-- Aim of the exercise --
Identify every line in the records below that contains the word "Brasil", and copy each of those lines.
Supplied material section start
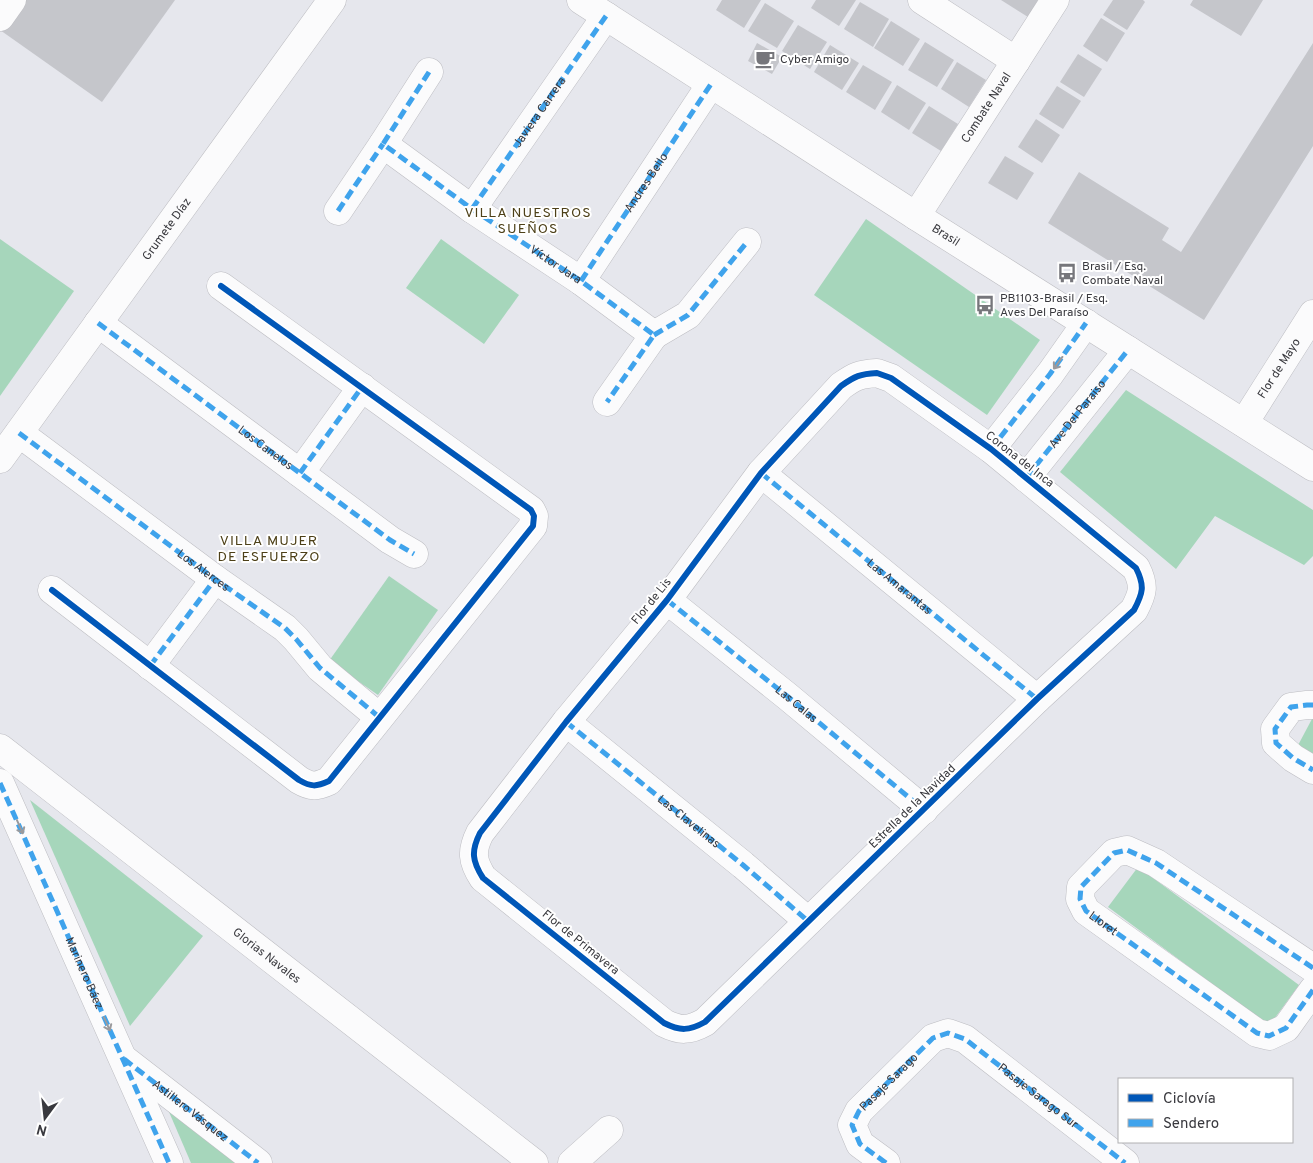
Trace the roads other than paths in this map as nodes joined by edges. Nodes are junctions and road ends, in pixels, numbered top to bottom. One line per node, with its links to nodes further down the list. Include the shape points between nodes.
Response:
1 (12, 0): 7 (street)
2 (332, 0): 20 (street, Grumete Díaz)
3 (581, 0): 6 (street, Brasil)
4 (922, 0): 8 (street)
5 (1055, 0): 8 (street, Combate Naval)
6 (606, 16): 10 (street, Brasil); 12 (street, Javiera Carrera)
7 (0, 17)
8 (1016, 60): 14 (street, Combate Naval)
9 (429, 72): 11 (street)
10 (711, 84): 14 (street, Brasil); 16 (street, Andres Bello)
11 (383, 144): 12 (street, Víctor Jara); 13 (street)
12 (472, 209): 16 (street, Víctor Jara)
13 (338, 211)
14 (916, 216): 19 (street, Brasil)
15 (747, 242): 21 (street, via 688,315)
16 (581, 281): 21 (street, Víctor Jara)
17 (221, 286): 24 (street)
18 (1313, 314): 26 (street, Flor de Mayo)
19 (1086, 323): 22 (street, Brasil); 28 (street, one-way to 28)
20 (108, 331): 27 (street, Grumete Díaz); 31 (street, Los Canelos)
21 (654, 335): 25 (street)
22 (1128, 350): 26 (street, Brasil); 33 (street, Ave Del Paraiso)
23 (864, 374): 28 (street, Corona del Inca, via 877,373 891,378); 32 (street, Flor de Lis, via 841,386)
24 (362, 388): 31 (street); 42 (street, via 532,510 534,516 533,526)
25 (607, 402)
26 (1244, 423): 30 (street, Brasil)
27 (19, 433): 29 (street, Grumete Díaz); 35 (street, Los Alerces)
28 (991, 450): 33 (street, Corona del Inca)
29 (0, 459)
30 (1313, 467)
31 (300, 473): 34 (street, Los Canelos)
32 (761, 473): 38 (street, Flor de Lis); 40 (street, Las Amarantas)
33 (1026, 478): 36 (street, Corona del Inca, via 1136,568)
34 (414, 554)
35 (215, 579): 39 (street); 42 (street, Los Alerces, via 285,628 320,668)
36 (1143, 588): 40 (street, Estrella de la Navidad, via 1134,610)
37 (52, 590): 39 (street)
38 (667, 600): 43 (street, Flor de Lis); 47 (street, Las Calas)
39 (150, 666): 42 (street, via 308,785 316,786 329,780)
40 (1037, 699): 47 (street, Estrella de la Navidad)
41 (1313, 705): 45 (street, via 1291,707 1276,729 1276,743)
42 (379, 717)
43 (566, 722): 48 (street, Flor de Lis, via 480,833 474,845); 49 (street, Las Clavelinas)
44 (0, 748): 58 (street, Glorias Navales)
45 (1313, 770)
46 (0, 783): 54 (street, Marinero Báez, one-way to 54)
47 (924, 810): 49 (street, Estrella de la Navidad)
48 (474, 857): 52 (street, Flor de Primavera, via 483,878 664,1023)
49 (808, 921): 52 (street, Estrella de la Navidad, via 705,1022)
50 (1313, 968): 51 (street, Lloret, via 1156,863 1127,850 1114,853 1081,887 1080,899 1086,911 1257,1032 1270,1036 1286,1028)
51 (1313, 990)
52 (686, 1029)
53 (948, 1033): 60 (street, Pasaje Sarago, via 933,1038 858,1111 852,1125 860,1144); 61 (street, Pasaje Sarago Sur, via 965,1040)
54 (122, 1058): 56 (street, Marinero Báez); 57 (street, Astillero Vásquez)
55 (609, 1130): 59 (street)
56 (169, 1163)
57 (258, 1163)
58 (534, 1163)
59 (572, 1163)
60 (886, 1163)
61 (1125, 1163)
Supplied material section end
-- Finished exercise --
3 (581, 0): 6 (street, Brasil)
6 (606, 16): 10 (street, Brasil); 12 (street, Javiera Carrera)
10 (711, 84): 14 (street, Brasil); 16 (street, Andres Bello)
14 (916, 216): 19 (street, Brasil)
19 (1086, 323): 22 (street, Brasil); 28 (street, one-way to 28)
22 (1128, 350): 26 (street, Brasil); 33 (street, Ave Del Paraiso)
26 (1244, 423): 30 (street, Brasil)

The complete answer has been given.